_Source material_
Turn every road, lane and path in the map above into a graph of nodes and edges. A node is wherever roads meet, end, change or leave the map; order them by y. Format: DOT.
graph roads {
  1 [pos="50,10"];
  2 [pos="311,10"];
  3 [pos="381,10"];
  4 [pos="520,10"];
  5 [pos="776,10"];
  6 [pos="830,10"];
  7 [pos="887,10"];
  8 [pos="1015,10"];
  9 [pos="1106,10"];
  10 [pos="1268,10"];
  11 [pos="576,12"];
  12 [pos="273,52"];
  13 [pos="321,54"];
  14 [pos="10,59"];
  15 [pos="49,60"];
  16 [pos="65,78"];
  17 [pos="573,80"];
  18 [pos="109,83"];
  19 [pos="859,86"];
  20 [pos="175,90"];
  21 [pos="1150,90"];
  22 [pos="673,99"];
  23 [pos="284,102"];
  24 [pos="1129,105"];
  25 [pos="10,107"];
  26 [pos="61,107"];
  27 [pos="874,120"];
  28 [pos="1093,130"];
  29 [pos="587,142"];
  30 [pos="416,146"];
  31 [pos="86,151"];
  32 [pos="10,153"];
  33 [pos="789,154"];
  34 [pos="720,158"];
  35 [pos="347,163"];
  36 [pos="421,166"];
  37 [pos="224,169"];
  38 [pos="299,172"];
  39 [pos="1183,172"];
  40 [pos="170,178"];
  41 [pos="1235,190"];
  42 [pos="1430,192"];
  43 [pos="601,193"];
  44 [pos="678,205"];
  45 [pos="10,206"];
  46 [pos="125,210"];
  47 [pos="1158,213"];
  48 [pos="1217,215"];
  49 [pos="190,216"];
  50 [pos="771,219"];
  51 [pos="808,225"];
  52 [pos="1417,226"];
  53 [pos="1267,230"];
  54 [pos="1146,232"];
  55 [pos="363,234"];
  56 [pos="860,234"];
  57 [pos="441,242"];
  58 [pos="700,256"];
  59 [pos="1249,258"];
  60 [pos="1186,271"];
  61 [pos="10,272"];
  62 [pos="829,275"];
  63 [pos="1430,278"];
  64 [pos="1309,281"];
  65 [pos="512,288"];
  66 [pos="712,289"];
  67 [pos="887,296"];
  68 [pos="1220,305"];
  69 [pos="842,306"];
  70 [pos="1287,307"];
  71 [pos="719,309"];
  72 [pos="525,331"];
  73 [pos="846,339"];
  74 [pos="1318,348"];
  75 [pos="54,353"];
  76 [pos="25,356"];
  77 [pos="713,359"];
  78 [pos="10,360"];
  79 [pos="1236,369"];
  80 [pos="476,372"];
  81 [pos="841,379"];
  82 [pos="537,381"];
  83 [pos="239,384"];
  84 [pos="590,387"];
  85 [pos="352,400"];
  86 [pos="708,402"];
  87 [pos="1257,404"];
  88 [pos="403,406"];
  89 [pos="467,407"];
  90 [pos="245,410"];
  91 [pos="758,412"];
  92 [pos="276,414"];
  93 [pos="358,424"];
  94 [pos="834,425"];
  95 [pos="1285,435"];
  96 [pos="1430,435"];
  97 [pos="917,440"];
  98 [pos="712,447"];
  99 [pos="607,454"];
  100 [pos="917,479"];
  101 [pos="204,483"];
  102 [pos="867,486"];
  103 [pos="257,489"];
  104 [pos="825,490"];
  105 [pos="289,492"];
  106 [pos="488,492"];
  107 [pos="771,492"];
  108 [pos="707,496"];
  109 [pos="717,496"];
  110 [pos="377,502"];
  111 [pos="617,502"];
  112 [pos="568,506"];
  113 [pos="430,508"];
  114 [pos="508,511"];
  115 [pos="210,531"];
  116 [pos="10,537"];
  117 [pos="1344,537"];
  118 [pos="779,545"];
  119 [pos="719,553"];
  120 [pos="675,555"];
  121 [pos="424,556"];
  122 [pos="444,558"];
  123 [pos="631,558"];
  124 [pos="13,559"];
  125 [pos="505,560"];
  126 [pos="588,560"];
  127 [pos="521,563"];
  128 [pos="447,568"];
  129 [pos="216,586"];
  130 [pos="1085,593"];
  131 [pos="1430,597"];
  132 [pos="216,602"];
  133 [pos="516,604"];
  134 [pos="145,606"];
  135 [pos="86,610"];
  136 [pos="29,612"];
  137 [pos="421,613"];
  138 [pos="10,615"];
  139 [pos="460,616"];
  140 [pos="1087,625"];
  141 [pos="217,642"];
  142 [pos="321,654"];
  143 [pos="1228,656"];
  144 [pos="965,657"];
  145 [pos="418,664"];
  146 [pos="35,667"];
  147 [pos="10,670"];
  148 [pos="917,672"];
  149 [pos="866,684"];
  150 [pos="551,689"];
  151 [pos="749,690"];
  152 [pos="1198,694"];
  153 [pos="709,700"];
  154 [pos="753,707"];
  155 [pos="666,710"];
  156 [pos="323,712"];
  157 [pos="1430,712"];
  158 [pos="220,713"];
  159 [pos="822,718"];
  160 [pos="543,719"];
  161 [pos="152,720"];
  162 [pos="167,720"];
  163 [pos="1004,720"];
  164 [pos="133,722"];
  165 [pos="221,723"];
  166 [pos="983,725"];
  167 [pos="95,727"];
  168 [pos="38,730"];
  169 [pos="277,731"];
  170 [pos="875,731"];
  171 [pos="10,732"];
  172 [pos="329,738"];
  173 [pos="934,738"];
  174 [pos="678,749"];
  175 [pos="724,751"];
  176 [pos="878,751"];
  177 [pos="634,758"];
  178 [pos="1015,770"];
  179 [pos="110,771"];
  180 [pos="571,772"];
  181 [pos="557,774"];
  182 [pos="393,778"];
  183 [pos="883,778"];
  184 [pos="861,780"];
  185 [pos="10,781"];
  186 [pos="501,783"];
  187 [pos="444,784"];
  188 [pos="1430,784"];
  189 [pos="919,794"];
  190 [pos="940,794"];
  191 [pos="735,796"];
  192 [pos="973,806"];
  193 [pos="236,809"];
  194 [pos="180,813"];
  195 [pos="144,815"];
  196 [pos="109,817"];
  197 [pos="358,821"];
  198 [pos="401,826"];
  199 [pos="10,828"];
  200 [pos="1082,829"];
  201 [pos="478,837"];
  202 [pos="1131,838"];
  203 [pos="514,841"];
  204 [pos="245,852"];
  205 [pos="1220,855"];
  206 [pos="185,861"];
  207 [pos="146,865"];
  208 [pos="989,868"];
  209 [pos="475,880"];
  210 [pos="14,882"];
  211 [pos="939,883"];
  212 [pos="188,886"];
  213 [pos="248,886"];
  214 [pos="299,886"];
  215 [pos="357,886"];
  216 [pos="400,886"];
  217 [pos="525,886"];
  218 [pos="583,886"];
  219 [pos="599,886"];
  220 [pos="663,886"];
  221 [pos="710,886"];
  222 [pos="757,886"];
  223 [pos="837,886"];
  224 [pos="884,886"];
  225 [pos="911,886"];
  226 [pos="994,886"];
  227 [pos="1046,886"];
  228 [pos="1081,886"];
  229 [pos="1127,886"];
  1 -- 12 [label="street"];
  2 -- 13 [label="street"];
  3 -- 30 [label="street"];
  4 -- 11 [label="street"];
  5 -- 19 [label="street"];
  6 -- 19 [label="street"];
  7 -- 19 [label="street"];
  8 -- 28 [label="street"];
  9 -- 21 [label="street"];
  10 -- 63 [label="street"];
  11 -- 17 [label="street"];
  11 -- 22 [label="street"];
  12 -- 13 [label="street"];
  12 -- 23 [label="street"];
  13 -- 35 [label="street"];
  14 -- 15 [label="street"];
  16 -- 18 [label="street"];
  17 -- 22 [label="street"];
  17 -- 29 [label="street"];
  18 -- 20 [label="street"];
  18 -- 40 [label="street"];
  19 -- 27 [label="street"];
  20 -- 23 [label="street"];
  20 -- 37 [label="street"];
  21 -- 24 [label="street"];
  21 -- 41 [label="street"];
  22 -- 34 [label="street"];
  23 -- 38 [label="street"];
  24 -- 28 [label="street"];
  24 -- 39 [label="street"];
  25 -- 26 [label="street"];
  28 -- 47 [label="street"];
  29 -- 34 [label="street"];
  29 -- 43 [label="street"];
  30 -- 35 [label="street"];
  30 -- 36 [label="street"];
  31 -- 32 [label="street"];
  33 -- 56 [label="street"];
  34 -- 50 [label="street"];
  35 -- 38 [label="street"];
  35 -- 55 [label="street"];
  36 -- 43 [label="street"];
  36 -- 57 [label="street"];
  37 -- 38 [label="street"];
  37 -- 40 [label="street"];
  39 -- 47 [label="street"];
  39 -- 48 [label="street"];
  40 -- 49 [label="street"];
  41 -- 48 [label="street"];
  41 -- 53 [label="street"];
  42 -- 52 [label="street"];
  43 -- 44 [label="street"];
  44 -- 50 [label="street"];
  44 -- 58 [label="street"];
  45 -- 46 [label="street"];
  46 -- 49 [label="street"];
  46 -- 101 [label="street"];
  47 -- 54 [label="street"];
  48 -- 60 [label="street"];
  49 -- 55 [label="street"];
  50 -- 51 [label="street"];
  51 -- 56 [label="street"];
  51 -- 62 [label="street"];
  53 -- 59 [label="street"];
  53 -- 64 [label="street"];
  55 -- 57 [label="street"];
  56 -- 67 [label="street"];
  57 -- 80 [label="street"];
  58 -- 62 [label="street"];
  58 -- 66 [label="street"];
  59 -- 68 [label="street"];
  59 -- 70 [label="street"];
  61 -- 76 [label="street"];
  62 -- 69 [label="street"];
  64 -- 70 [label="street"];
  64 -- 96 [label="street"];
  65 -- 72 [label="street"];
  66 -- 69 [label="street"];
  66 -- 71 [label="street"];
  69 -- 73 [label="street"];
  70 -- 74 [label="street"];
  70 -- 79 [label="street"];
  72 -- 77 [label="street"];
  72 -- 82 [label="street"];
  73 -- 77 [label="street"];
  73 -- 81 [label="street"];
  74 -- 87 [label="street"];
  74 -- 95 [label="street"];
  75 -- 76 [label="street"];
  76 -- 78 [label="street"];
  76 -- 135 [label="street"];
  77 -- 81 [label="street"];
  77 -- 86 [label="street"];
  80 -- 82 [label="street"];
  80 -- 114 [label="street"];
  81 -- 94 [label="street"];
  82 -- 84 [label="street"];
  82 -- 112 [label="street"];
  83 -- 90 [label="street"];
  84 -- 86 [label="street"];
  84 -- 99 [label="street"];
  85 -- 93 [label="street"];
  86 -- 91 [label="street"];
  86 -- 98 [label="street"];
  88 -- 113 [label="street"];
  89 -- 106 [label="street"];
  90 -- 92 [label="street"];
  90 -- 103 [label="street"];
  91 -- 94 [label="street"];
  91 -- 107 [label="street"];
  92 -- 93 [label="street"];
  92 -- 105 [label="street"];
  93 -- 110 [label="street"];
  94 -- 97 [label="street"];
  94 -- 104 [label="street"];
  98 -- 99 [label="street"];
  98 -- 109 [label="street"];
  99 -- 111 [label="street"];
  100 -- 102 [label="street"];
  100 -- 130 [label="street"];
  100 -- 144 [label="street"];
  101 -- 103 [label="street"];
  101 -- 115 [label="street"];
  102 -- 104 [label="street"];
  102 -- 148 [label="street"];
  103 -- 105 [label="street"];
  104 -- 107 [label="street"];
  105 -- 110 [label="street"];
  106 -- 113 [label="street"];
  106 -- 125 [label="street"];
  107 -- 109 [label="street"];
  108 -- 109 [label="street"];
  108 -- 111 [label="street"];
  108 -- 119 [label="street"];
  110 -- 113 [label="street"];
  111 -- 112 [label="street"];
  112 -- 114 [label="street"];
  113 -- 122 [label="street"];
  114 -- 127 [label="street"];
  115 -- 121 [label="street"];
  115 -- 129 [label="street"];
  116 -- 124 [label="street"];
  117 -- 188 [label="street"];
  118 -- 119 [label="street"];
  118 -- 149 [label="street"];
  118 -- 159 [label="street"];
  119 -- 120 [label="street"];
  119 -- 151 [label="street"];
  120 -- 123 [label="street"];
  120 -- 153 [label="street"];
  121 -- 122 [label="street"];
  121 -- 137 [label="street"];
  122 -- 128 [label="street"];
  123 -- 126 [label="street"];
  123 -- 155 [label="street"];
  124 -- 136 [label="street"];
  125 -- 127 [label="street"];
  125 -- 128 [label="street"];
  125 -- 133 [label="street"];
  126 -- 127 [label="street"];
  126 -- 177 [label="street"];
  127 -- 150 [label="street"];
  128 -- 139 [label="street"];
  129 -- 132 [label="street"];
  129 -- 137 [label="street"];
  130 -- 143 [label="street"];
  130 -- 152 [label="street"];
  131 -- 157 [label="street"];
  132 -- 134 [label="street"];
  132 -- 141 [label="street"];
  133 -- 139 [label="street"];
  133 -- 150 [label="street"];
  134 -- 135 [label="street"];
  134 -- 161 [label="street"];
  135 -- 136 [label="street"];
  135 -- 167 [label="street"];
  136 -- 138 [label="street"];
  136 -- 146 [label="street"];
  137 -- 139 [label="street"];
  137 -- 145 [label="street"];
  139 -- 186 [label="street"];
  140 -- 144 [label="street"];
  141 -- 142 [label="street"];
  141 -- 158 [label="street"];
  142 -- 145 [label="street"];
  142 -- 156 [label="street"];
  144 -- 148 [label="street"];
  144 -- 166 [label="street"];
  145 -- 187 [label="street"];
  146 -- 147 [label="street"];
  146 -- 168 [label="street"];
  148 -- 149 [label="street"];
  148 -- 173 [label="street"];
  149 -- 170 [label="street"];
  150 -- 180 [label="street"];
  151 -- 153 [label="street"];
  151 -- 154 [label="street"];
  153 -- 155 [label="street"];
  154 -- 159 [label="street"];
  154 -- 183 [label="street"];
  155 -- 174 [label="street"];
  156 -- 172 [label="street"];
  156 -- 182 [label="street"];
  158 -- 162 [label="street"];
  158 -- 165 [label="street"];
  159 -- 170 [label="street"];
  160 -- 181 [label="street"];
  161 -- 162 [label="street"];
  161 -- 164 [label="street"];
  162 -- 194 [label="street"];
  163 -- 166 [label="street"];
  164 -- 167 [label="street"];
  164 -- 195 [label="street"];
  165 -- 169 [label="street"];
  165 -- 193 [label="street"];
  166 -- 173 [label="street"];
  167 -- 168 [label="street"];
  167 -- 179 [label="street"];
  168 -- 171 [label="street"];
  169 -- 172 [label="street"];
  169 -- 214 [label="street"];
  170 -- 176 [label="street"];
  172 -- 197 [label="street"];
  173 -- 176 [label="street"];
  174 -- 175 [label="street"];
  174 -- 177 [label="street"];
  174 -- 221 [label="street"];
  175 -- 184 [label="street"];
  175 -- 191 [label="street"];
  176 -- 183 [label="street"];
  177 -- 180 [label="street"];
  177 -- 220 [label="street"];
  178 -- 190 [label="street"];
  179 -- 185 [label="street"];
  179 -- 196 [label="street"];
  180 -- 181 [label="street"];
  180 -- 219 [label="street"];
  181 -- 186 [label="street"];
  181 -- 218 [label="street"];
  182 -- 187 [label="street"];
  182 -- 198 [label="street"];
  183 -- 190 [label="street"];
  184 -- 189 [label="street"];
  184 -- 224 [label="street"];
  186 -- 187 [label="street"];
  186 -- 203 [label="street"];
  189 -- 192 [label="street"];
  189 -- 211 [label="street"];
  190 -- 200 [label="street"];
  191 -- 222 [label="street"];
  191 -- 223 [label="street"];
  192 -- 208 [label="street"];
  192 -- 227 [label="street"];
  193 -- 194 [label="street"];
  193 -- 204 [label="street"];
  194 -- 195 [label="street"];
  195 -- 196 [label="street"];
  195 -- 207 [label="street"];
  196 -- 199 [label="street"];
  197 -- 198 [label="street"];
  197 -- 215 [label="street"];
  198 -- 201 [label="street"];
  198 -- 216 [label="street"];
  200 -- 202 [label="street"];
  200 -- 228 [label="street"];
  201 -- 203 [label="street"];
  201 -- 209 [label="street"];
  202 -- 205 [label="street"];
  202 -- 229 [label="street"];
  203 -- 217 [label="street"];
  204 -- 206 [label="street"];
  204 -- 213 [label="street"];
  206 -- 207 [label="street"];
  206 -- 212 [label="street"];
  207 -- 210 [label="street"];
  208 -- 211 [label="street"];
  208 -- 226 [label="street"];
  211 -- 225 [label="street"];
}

_Prompt_
Scan the listing above and identify each line holding the string "graph"; copy every such line.

_Reply to the task_
Turn every road, lane and path in the map above into a graph of nodes and edges. A node is wherever roads meet, end, change or leave the map; order them by y. Format: DOT.
graph roads {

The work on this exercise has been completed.